Prior to treatment 12 (46%) had B symptoms, 7 (27%) had lymphadenopathy and 15 (58%) had splenomegaly, median haemoglobin was 91(R 64-146) g/L, WBC was 13.5 (R 0.71-403) x109/L, platelet count was105 (R 24-446) x109/L and LDH was 368(106-2366) IU/L. Out of 25 patients who had imaging 18 (72%) had splenomegaly with median spleen size of 22 (R 13.5-34). Fluorescence in situ hybridisation (FISH) for CCND1/IGH rearrangement was performed in all but one patient, with all evaluated cases testing negative.

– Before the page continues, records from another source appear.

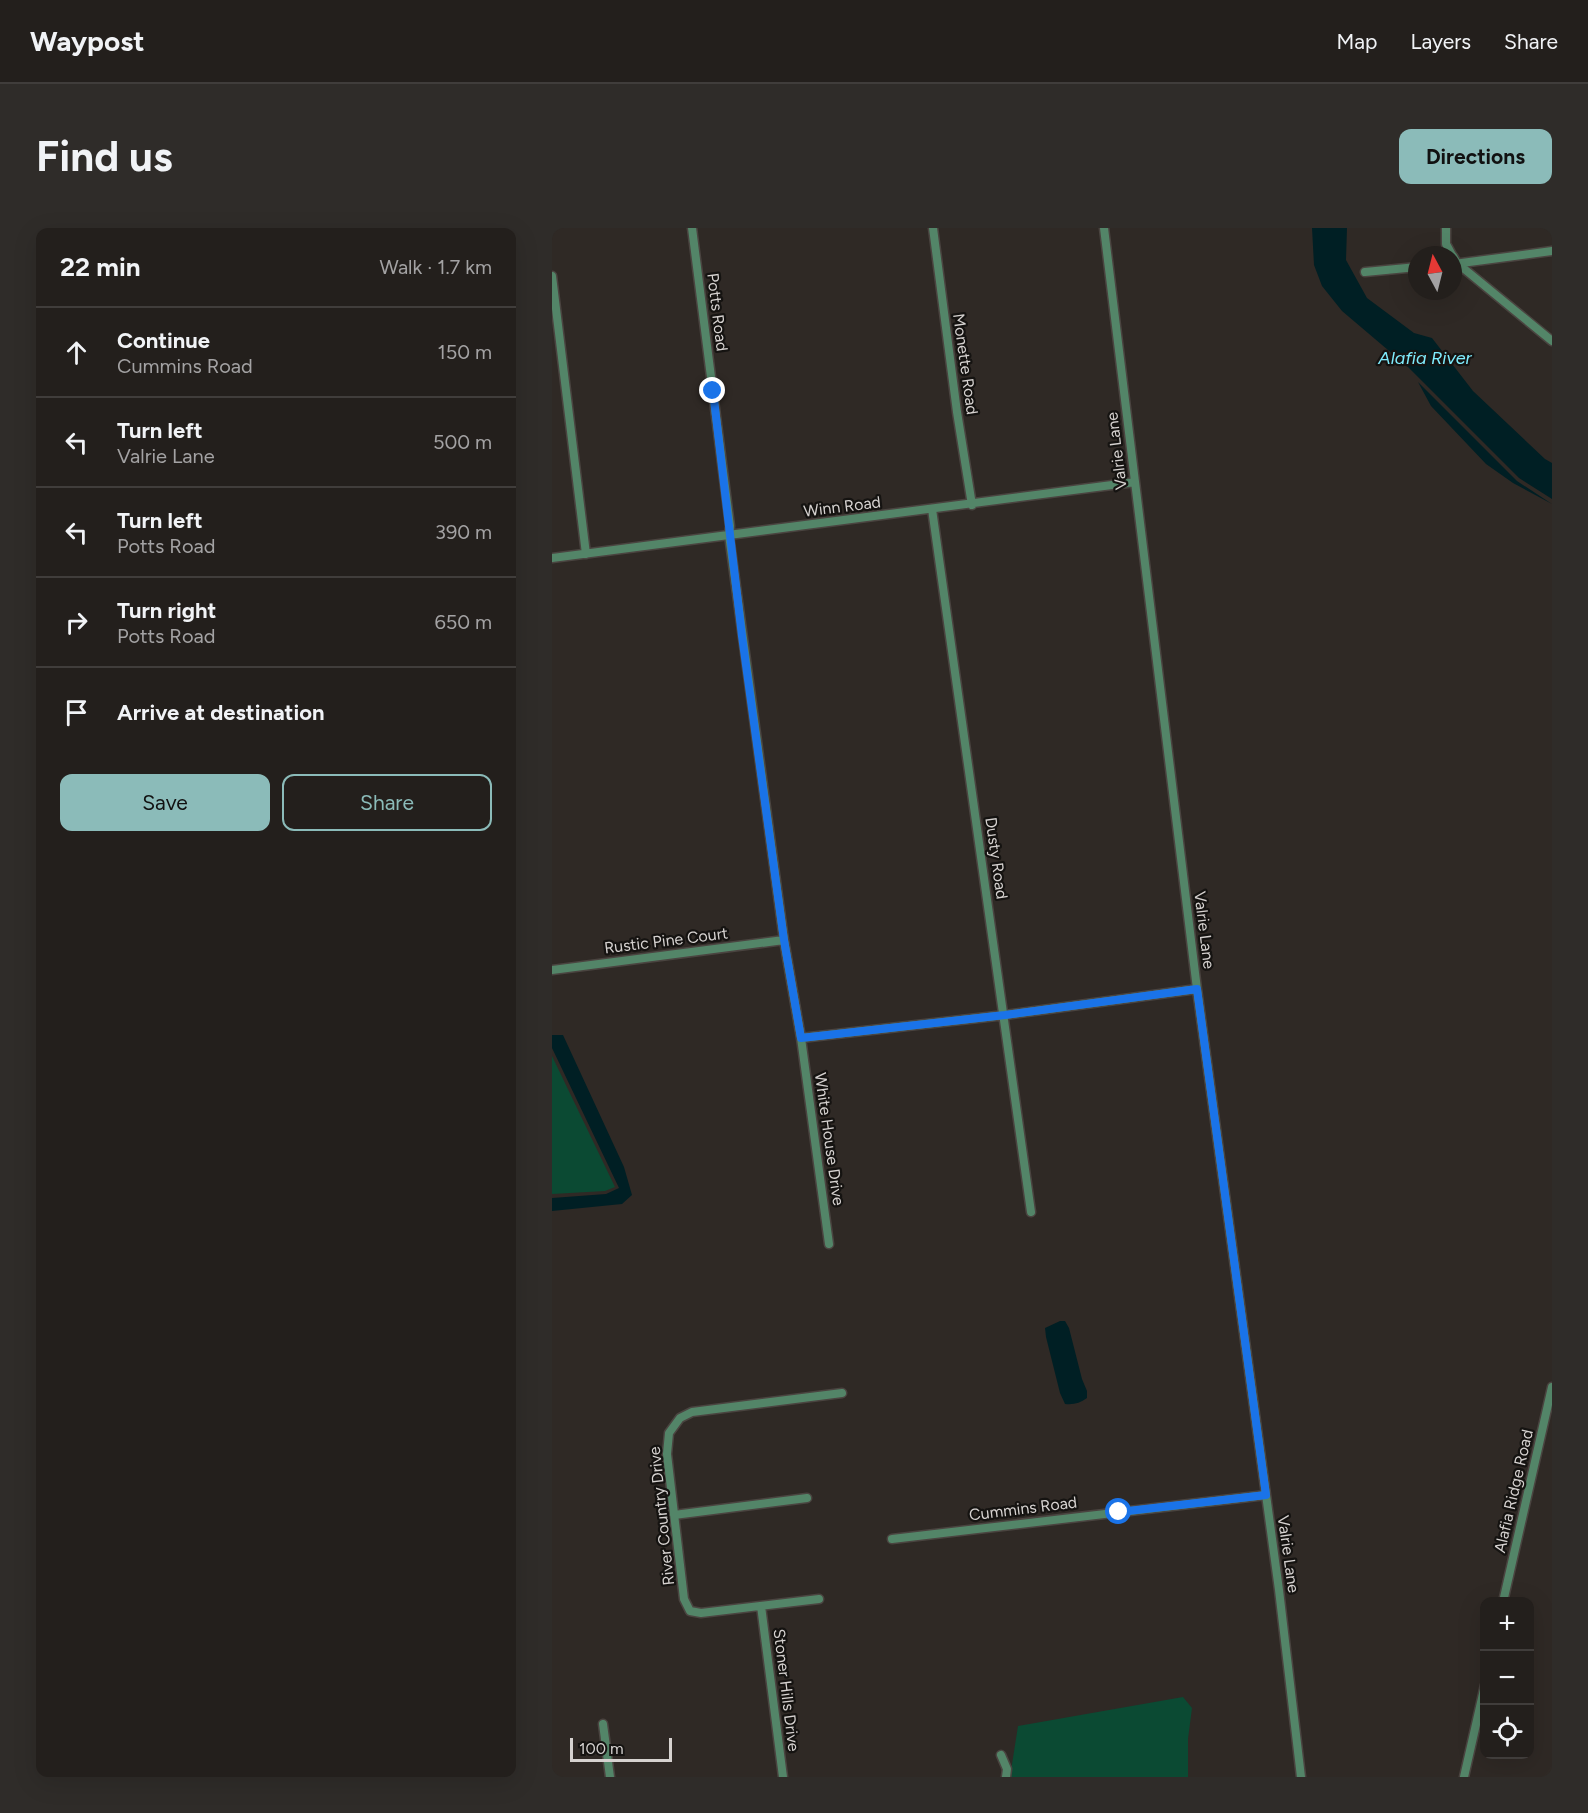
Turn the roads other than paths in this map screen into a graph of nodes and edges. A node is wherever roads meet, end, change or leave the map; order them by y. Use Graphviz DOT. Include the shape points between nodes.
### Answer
graph roads {
  1 [pos="692,228"];
  2 [pos="933,228"];
  3 [pos="1104,228"];
  4 [pos="1446,228"];
  5 [pos="1447,246"];
  6 [pos="1552,251"];
  7 [pos="1462,259"];
  8 [pos="1462,267"];
  9 [pos="1408,268"];
  10 [pos="1365,272"];
  11 [pos="552,276"];
  12 [pos="1552,341"];
  13 [pos="1135,482"];
  14 [pos="972,504"];
  15 [pos="932,509"];
  16 [pos="729,535"];
  17 [pos="586,554"];
  18 [pos="552,558"];
  19 [pos="784,940"];
  20 [pos="552,970"];
  21 [pos="1197,989"];
  22 [pos="1005,1015"];
  23 [pos="801,1038"];
  24 [pos="1031,1212"];
  25 [pos="829,1244"];
  26 [pos="1552,1387"];
  27 [pos="842,1393"];
  28 [pos="1266,1495"];
  29 [pos="807,1498"];
  30 [pos="674,1515"];
  31 [pos="891,1539"];
  32 [pos="1504,1597"];
  33 [pos="819,1599"];
  34 [pos="761,1606"];
  35 [pos="1480,1705"];
  36 [pos="603,1724"];
  37 [pos="1001,1755"];
  38 [pos="610,1777"];
  39 [pos="783,1777"];
  40 [pos="1006,1777"];
  41 [pos="1301,1777"];
  42 [pos="1464,1777"];
  1 -- 16 [label="street, Potts Road"];
  2 -- 14 [label="street, Monette Road"];
  3 -- 13 [label="street, Valrie Lane"];
  4 -- 5 [label="street"];
  6 -- 7 [label="street"];
  8 -- 12 [label="street"];
  9 -- 10 [label="street"];
  11 -- 17 [label="street"];
  13 -- 14 [label="street, Winn Road"];
  13 -- 21 [label="street, Valrie Lane"];
  14 -- 15 [label="street, Winn Road"];
  15 -- 16 [label="street, Winn Road"];
  15 -- 22 [label="street, Dusty Road"];
  16 -- 17 [label="street, Winn Road"];
  16 -- 19 [label="street, Potts Road"];
  17 -- 18 [label="street, Winn Road"];
  19 -- 20 [label="street, Rustic Pine Court"];
  19 -- 23 [label="street, Potts Road"];
  21 -- 22 [label="street"];
  21 -- 28 [label="street, Valrie Lane"];
  22 -- 23 [label="street"];
  22 -- 24 [label="street, Dusty Road"];
  23 -- 25 [label="street, White House Drive"];
  26 -- 32 [label="street, Alafia Ridge Road"];
  27 -- 30 [label="street, River Country Drive" via="692,1412 680,1418 669,1433 667,1454"];
  28 -- 31 [label="street, Cummins Road"];
  28 -- 41 [label="street, Valrie Lane"];
  29 -- 30 [label="street"];
  30 -- 34 [label="street, River Country Drive" via="684,1599 690,1611"];
  33 -- 34 [label="street, River Country Drive"];
  34 -- 39 [label="street, Stoner Hills Drive"];
  35 -- 42 [label="street"];
  36 -- 38 [label="street"];
  37 -- 40 [label="street"];
}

Chemotherapy (CT) or chemoimmunotherapy (CIT) was the first line treatment in 15 (58%) and targeted treatment (TT) in 11 (42%) including bendamustine + rituximab in 6 (23%), fludarabine + cyclophosphamide + rituximab in 3 (11.5%), dexamethasone+ cyclophosphamide+ rituximab in 2 (7.7%), chlorambucil in 3 (11.5%), rituximab alone in 1 (3.8%), acalabrutinib in 6 (23%), ibrutinib in 2 (7.7%), Zanubrutinib + venetoclax (clinical trial) in1 (3.8%) and venetoclax + obinutuzumab in 2 (7.7%). Clinical response to first line treatment included CR/Cri in 9 (34.6%), PR in 12 (46.1%), SD in1 (3.8%) and PD in 4 (15.4%). Radiological response was assessed in 15 (57.7%) patients of which CR seen in 8 (53%), PR in 5 (33.3%), SD in 1 (6.6%) and PD in 1 (6.6%). Five patients (19.2%) had subsequent line of treatment with median line of treatment 1 (R 1-6).

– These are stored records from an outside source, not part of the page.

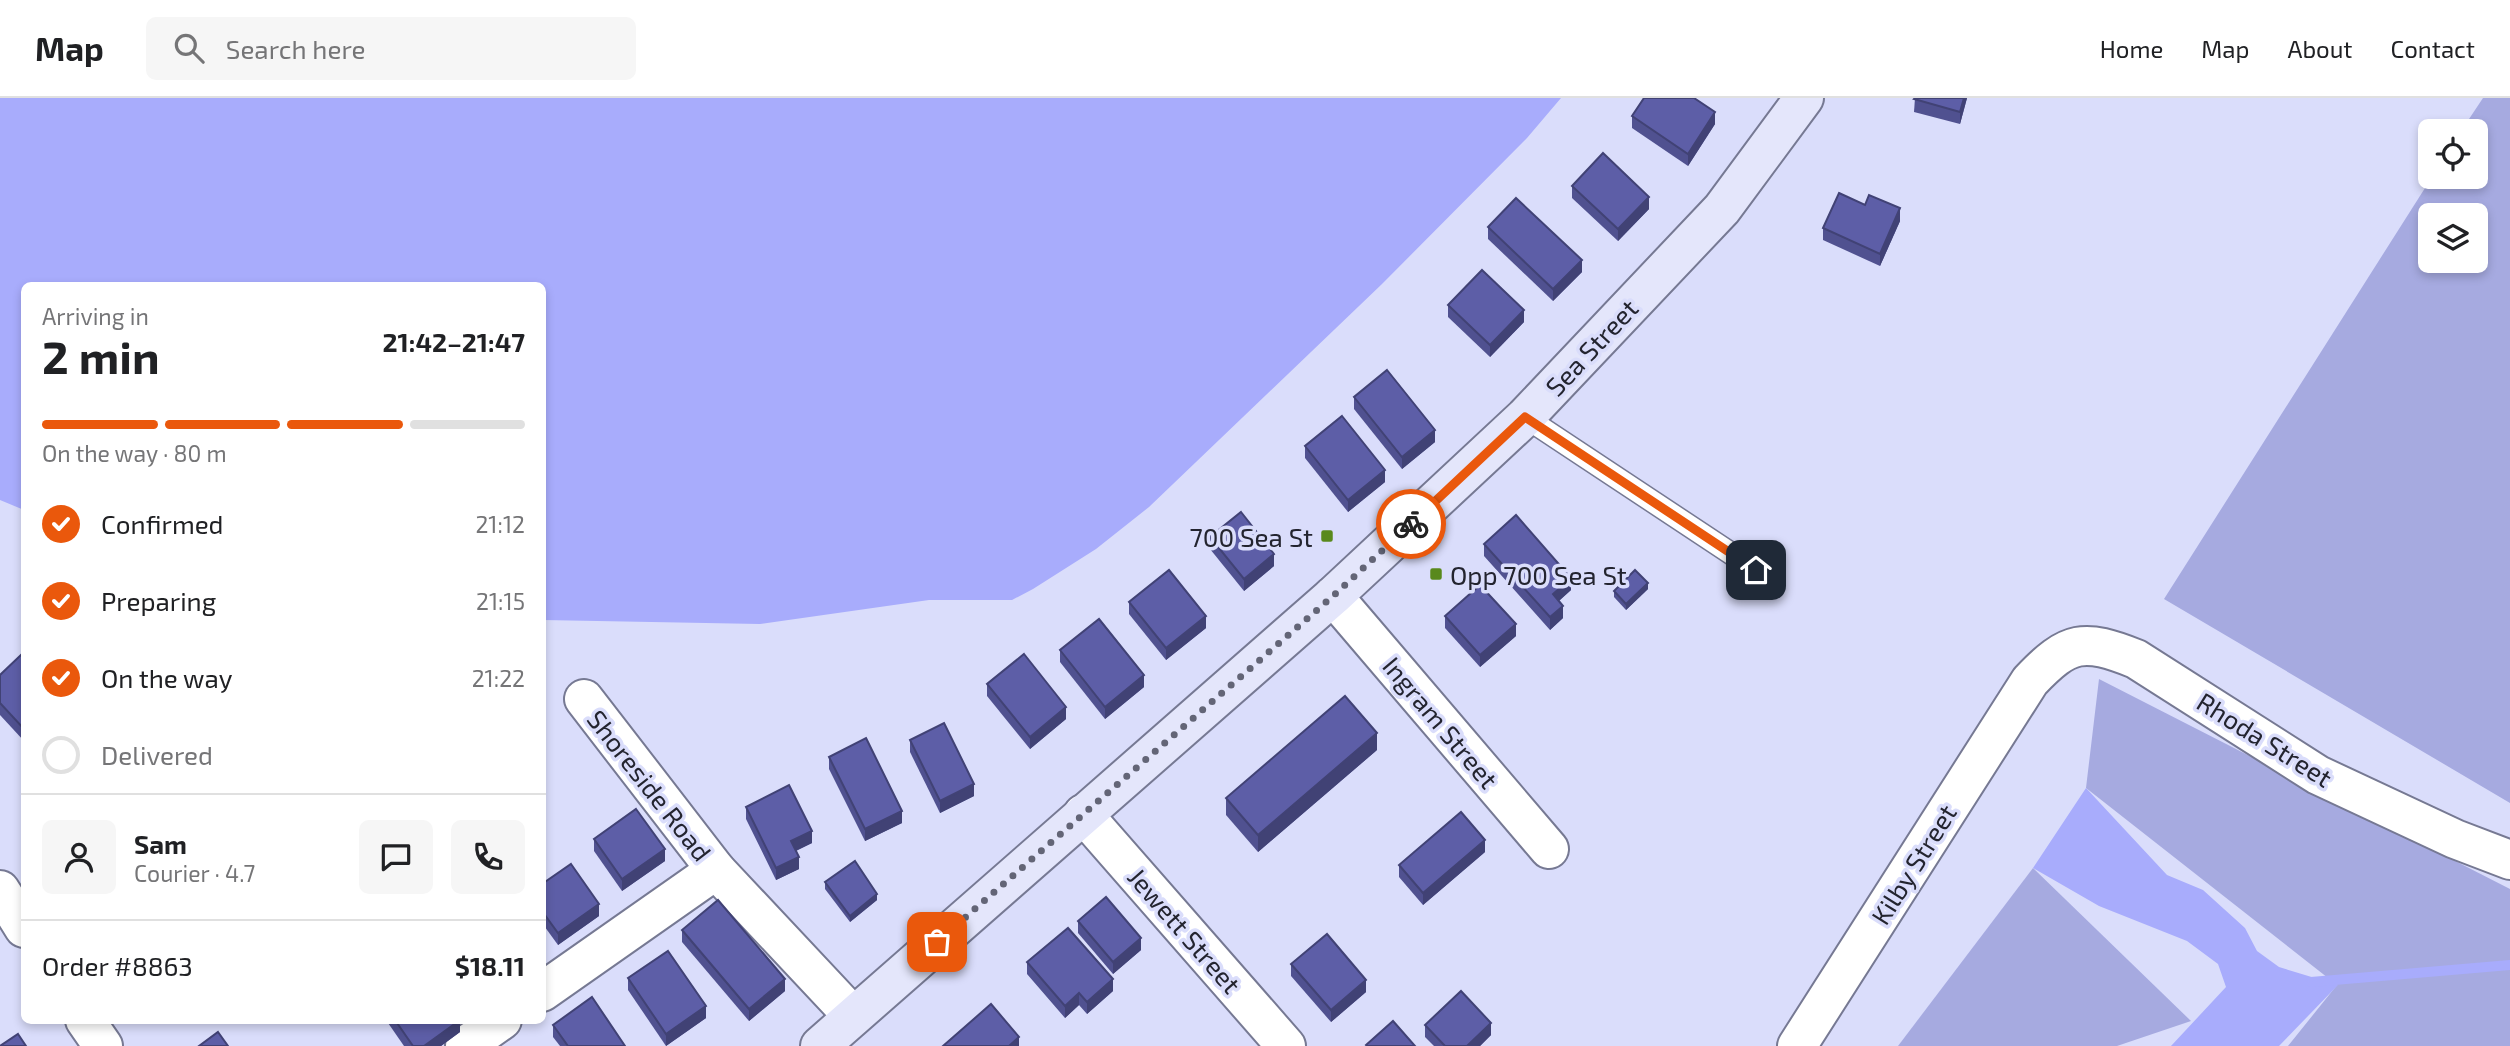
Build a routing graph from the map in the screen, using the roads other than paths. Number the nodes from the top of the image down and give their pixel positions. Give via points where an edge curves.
1 (1804, 98) edge
2 (1525, 417) junction
3 (1756, 570) dead end
4 (1333, 596) junction
5 (2029, 681) joint
6 (584, 699) dead end
7 (1083, 814) junction
8 (1549, 849) dead end
9 (2510, 860) edge
10 (716, 870) junction
11 (0, 890) edge
12 (21, 923) edge
13 (546, 989) edge
14 (88, 1024) edge
15 (496, 1024) edge
16 (836, 1036) edge
17 (103, 1046) edge
18 (465, 1046) edge
19 (1286, 1046) edge
20 (1797, 1046) edge

1 - 2 main road, Sea Street via 1721,209
2 - 3 lane
2 - 4 main road, Sea Street
4 - 7 main road, Sea Street
4 - 8 street, Ingram Street
5 - 9 street, Rhoda Street via 2055,655 2072,647 2110,648 2136,659 2318,775
5 - 20 street, Kilby Street
6 - 10 street, Shoreside Road
7 - 16 main road, Sea Street
7 - 19 street, Jewett Street
10 - 13 street, Shoreside Road
10 - 16 street, Shoreside Road
11 - 12 street
14 - 17 street
15 - 18 street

The median time from diagnosis to initiation of treatment was 5 (R 0–123) months for the whole group; 2 (R 0-55) months for CT/CIT group and 8 (R 0-123) months for the TT group. Median duration of follow up was 62 (95% CI 44.6-79.4) months for the whole group; 104 (95% CI 30.8-177.2) months for CT/CIT and 41 (95% CI 33.61-48.4) months for the TT group. Median OS for the whole CD5+LPD group was 75 (95% CI 45.4-104.5) months and that for 328 CLL patients treated over same period was 114 (95% CI 93.5-134.5) months (p=0.1). Median OS for the CD5+LPD patients treated with TT was not reached and for CLL patients was 100 (95% CI 65.3-134.6) months. 5 year estimated OS was 60% and 76% (p=0.04) respectively.
Treatment free survival at first line for the whole CD5+ve CLPD was 54 (95% CI 14.5-93.4) months; 64 (95% CI 30.9-97.1) for the CT/CIT group and not reached for the TT group (p=0.5).
Massive splenomegaly is a major feature in patients with CD5+LPD with atypical phenotype. These patients have an inferior OS outcome when treated with TT compared to CLL patients with typical phenotype.